Rapport Stora : énième croisade contre les Mahométans (I)
Contribution d’Ali Farid Belkadi – «La guerre d’Afrique ne ressemble à aucune autre, ce n’est point une guerre dans laquelle il suffit d’établir sa force militaire pour dicter à l’ennemi des conditions qui seront le plus souvent respectées et observées ; c’est plutôt une guerre de race dans laquelle le sentiment religieux intervient avec une supériorité et une puissance qui font tout entreprendre et tout braver.» (Dr F. Quesnoy. L’Armée d’Afrique depuis la conquête d’Alger. Librairie Furne, Ed. 1888.)
Des milliers de soldats européens, dont des officiers de haut rang, participèrent à la curée d’Alger. Saccages, rapines, razzias. Jusqu’au massacre des populations de Zâatcha et de Laghouat.
Dans une lettre privée datée du 8 février 1830, adressée par le diplomate Christophe de Lieven au comte Pozzo di Borgo, homme politique corse, devenu diplomate au service de la Russie, celui-ci écrit : «Je serais fâché qu’il fût vrai que la France renonce à son expédition contre les Régences, par l’intimidation qu’aurait exercée l’opinion du duc de Wellington sur ce projet. Cette opinion prouve même l’intérêt qu’aurait la France à persister dans son plan.»
Pour la diplomatie corso-russe, l’affaire d’Alger n’est donc, sur le plan international, qu’un morceau de la «question d’Orient» envisagée dans son ensemble. La «Question d’Orient» incluait Alger, qui végétait en ces années-là sous la tutelle des Turcs.

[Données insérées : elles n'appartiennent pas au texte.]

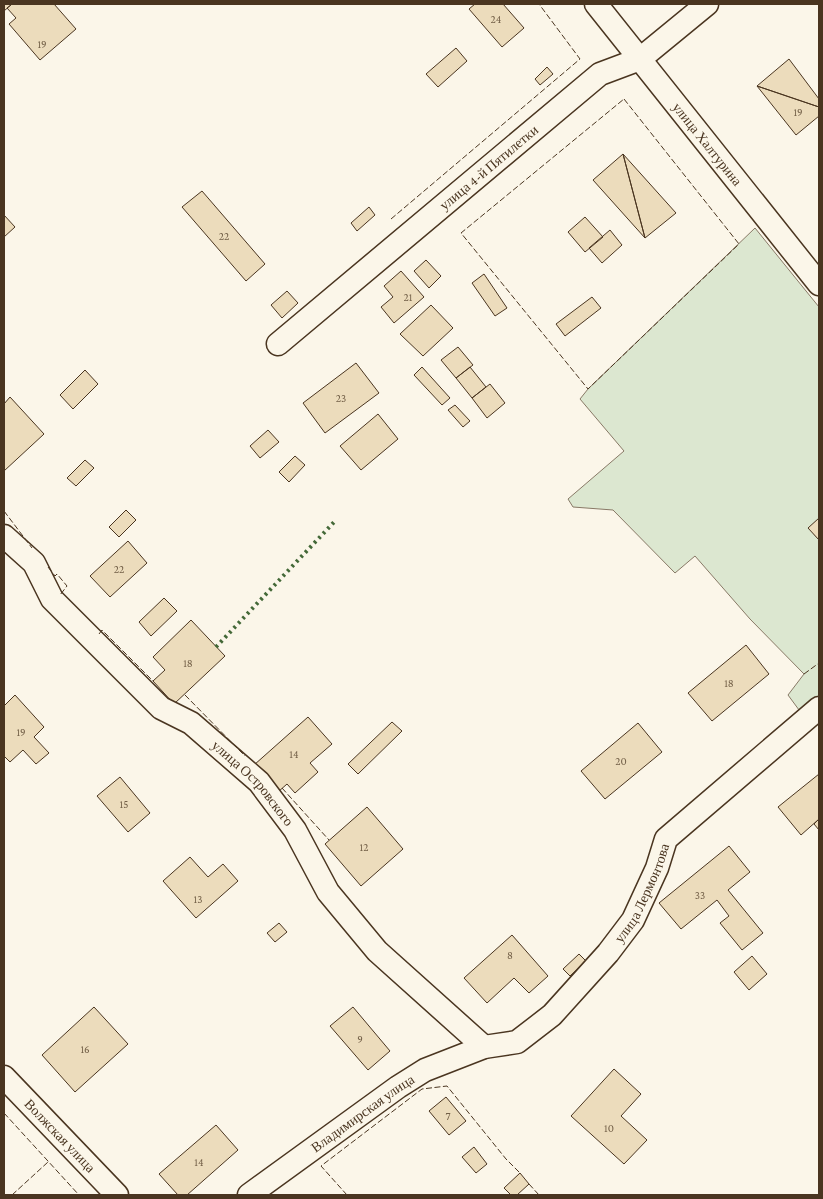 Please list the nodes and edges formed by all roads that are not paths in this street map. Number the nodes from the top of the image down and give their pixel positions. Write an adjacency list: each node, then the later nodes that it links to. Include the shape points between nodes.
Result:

Les plus grandes puissances de l’Europe, quoique rivales, furent aux côtés de la France lors de la prise d’Alger : le Royaume-Uni, la Russie, l’Autriche-Hongrie, l’Italie ou encore l’Allemagne en Méditerranée orientale et dans les Balkans, profitant des difficultés et du recul de l’Empire ottoman en Europe.
Bien avant l’invasion et la conquête d’Alger en 1830, les Turcs n’ignoraient pas les intentions de la France qui, de son côté, se souciait peu de l’irritation que cette décision provoquait en Europe. A ce moment-là, le gouvernement du roi Charles X n’avait encore aucun parti pris sur ce qu’il ferait d’Alger.
Dans une lettre adressée par le ministre Jules de Polignac (1780-1847) au comte de Rayneval, ambassadeur de France à Vienne, celui-ci dressait la liste des incertitudes françaises concernant le devenir d’Alger, en cas de victoire sur les Turcs.
Polignac voulait céder Alger aux Chevaliers de l’Ordre de Malte, voire partager tout le pays entre les puissances de la Méditerranée, de manière qu’en «partant de l’est et allant à l’ouest, l’Autriche obtiendrait ainsi Annaba ; la Sardaigne : Stora ; la Toscane : Djidjelli ; Naples : Bougie; la France : Alger ; le Portugal : Tenez ; l’Angleterre : Arzew ; l’Espagne : Oran. Entre tous ces partis, ou plutôt avant de n’en choisir aucun, le gouvernement croyait que le mieux était d’attendre et de laisser d’abord faire le comte de Bourmont». (La Conquête d’Alger. Camille Rousset. Editeur Plon. Paris, 1879. P. 88.)
Combattre des peuples mahométans
Le Tsar de la Russie Nikolaï Romanov 1er, 1796-1855, qui voyait avec grand plaisir la France occuper et «conserver à Alger un établissement assez formidable pour assurer à jamais la sécurité de la navigation dans la Méditerranée», proposait de communiquer au commandement français les leçons tirées par ses officiers, lors de la récente guerre qu’ils menèrent contre les Turcs. Le roi de la Russie appelait cela «la manière de combattre des peuples mahométans», donnant ainsi un relief religieux digne des Croisades aux conflits entretenus par les Occidentaux avec l’Orient, à ce moment-là : «La guerre de siège, disait-il, en Perse comme dans les différentes parties de la Turquie, a partout présenté le caractère uniforme qu’imprime à des peuples d’origines diverses le fanatisme d’une même croyance.»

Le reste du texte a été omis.